Subsidies are one way in which the administration hopes to entice young people to sign up. But if that doesn’t work, they hope the threat of a financial penalty will be enough to compel them to purchase insurance.
However, in 2014, the mandate penalty is $95 or 1 percent of taxable income, so it isn’t a very powerful stick. For the plan referenced above, the cost of premiums would be higher than the cost of the mandate, even for somebody earning $20,000.
For somebody earning $35,000, premiums on the ConnectiCare plan would be nearly $2,500 annually, while the mandate penalty would only be about $250.
Thus, even if administration officials can fix Obamacare’s technical problems, they may have a hard time convincing young and healthy Americans to purchase insurance.

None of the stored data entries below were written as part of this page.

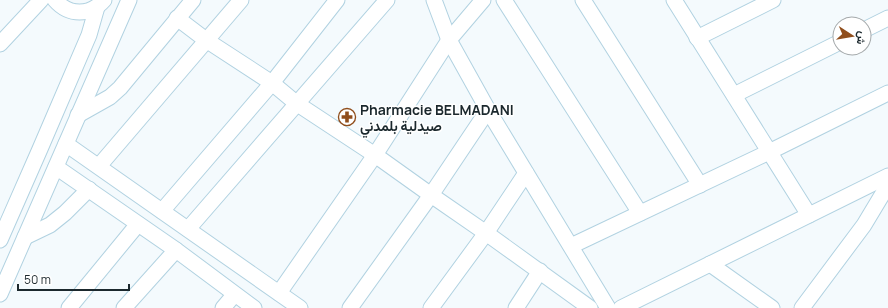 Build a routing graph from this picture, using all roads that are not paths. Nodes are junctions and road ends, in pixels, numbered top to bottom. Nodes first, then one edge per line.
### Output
1 (41, 0) edge
2 (55, 0) edge
3 (129, 0) edge
4 (193, 0) edge
5 (241, 0) edge
6 (337, 0) edge
7 (434, 0) edge
8 (483, 0) edge
9 (504, 0) edge
10 (583, 0) edge
11 (674, 0) edge
12 (773, 0) edge
13 (380, 2) edge
14 (100, 4) edge
15 (177, 18) junction
16 (888, 18) edge
17 (872, 26) edge
18 (697, 38) junction
19 (206, 40) junction
20 (449, 40) junction
21 (0, 44) edge
22 (832, 46) edge
23 (272, 83) junction
24 (888, 93) edge
25 (734, 95) junction
26 (296, 103) junction
27 (488, 110) junction
28 (78, 115) junction
29 (66, 144) junction
30 (769, 152) junction
31 (375, 155) junction
32 (99, 166) junction
33 (56, 167) junction
34 (526, 173) junction
35 (888, 176) edge
36 (700, 185) junction
37 (888, 185) edge
38 (89, 189) junction
39 (431, 195) junction
40 (162, 211) junction
41 (640, 213) junction
42 (809, 215) junction
43 (138, 224) junction
44 (188, 229) junction
45 (486, 233) junction
46 (25, 238) junction
47 (0, 240) edge
48 (570, 246) junction
49 (176, 250) junction
50 (710, 264) junction
51 (540, 271) junction
52 (279, 293) junction
53 (0, 294) edge
54 (234, 295) junction
55 (69, 308) edge
56 (124, 308) edge
57 (223, 308) edge
58 (254, 308) edge
59 (300, 308) edge
60 (350, 308) edge
61 (431, 308) edge
62 (516, 308) edge
63 (590, 308) edge
64 (608, 308) edge
65 (621, 308) edge
66 (772, 308) edge
67 (802, 308) edge

1 - 21 street
2 - 14 street
3 - 28 street
4 - 15 street
5 - 19 street
6 - 23 street
7 - 20 street
8 - 20 street
9 - 41 street
10 - 36 street
11 - 18 street
12 - 18 street
13 - 26 street
14 - 47 street
15 - 19 street
15 - 28 street
16 - 17 street
18 - 25 street
19 - 23 street
19 - 32 street
20 - 27 street
20 - 31 street
22 - 25 street
23 - 26 street
23 - 40 street
24 - 30 street
25 - 30 street
26 - 31 street
26 - 44 street
27 - 34 street
27 - 39 street
28 - 29 street
29 - 32 street
29 - 33 street
30 - 36 street
30 - 42 street
31 - 39 street
31 - 52 street
32 - 40 street
33 - 38 street
33 - 46 street
34 - 45 street
34 - 48 street
35 - 42 street
36 - 41 street
37 - 67 street
38 - 43 street
38 - 46 street
39 - 45 street
39 - 60 street
40 - 44 street
41 - 48 street
42 - 50 street
43 - 49 street
43 - 55 street
44 - 52 street
45 - 51 street
45 - 61 street
46 - 53 street
48 - 64 street
49 - 54 street
49 - 56 street
50 - 65 street
50 - 66 street
51 - 62 street
51 - 63 street
52 - 59 street
54 - 57 street
54 - 58 street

There is not one compelling reason for a healthy person under the age of 40, perhaps under the age of 50, to go out and purchase health insurance. Why? Because since insurance companies are now required to accept anyone regardless of how sick they are, it is no longer necessary for a healthy person to purchase a policy. In all other types of insurance, and it used to be this way with health insurance, too, you bought insurance for something when you didn’t need it, because if you waited until you needed it, it was too late. Now, the opposite is true. Why purchase health insurance when you are young and healthy and don’t need it, if you can just wait until you do need it? This is what many will ultimately end up doing. As you can see above, the subsidies won’t apply to a large block of people, and the fines for not purchasing coverage are far less than the premiums. And, considering all the troubles the IRS is having right now, are they really going to be in a position to enforce these penalties, anyways? We’ll see.

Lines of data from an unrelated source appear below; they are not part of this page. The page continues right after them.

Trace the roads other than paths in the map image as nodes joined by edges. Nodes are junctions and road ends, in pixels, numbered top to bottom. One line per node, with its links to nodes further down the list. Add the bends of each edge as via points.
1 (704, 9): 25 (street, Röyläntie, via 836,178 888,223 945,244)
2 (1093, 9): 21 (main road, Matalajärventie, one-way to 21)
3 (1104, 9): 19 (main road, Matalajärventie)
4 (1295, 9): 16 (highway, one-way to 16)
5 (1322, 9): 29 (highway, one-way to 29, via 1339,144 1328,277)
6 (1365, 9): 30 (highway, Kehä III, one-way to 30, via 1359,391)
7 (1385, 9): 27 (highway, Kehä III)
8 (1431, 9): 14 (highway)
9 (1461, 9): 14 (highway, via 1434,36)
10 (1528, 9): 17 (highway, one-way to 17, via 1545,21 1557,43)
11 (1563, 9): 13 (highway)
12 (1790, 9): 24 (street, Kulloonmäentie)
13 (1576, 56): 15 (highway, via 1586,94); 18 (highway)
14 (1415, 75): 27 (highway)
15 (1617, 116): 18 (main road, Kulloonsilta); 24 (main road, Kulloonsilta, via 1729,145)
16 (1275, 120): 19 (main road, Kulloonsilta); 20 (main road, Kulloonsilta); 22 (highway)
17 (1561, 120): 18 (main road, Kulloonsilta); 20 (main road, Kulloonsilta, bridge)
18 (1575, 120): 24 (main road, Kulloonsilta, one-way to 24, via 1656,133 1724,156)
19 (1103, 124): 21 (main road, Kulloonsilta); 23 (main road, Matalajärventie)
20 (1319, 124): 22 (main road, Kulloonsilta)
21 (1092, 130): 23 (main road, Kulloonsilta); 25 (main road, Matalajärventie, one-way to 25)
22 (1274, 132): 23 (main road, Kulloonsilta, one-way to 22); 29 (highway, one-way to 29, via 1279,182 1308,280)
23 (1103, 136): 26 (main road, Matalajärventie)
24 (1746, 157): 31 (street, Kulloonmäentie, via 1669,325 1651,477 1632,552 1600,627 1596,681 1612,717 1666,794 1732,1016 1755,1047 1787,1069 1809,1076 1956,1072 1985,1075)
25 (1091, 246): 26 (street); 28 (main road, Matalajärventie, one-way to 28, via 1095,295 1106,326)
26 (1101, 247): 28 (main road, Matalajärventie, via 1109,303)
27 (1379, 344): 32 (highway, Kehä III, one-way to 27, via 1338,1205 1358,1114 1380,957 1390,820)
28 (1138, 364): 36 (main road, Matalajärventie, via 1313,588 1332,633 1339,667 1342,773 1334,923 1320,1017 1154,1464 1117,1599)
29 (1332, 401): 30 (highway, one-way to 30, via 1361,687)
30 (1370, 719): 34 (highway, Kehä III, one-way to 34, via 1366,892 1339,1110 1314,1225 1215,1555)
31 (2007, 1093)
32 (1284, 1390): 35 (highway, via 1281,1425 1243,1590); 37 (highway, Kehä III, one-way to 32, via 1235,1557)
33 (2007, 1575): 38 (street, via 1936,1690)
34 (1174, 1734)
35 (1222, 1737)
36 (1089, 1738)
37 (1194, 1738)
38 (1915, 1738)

The large discrepancy between the Obamacare premiums and the premiums from the conventional market should come as a surprise to nobody. When you force insurance companies to take on a substantial amount of additional risk, they have to protect themselves. The only way to do this is to increase everyone’s premium. Oftentimes by a lot. It’s not because they are heartless or running a scam. They do it in order to be able to stay in business. If they go under, everyone loses their coverage, and the very people the left claims to care about loses their coverage and gets screwed. But, we know this is what many on the left want. Force private insurers out, so everyone, or at least almost everyone, will have to go on Medicare or Medicaid. Then the Dems will have their single payer health care, the Holy Grail of socialism. This bill sucks.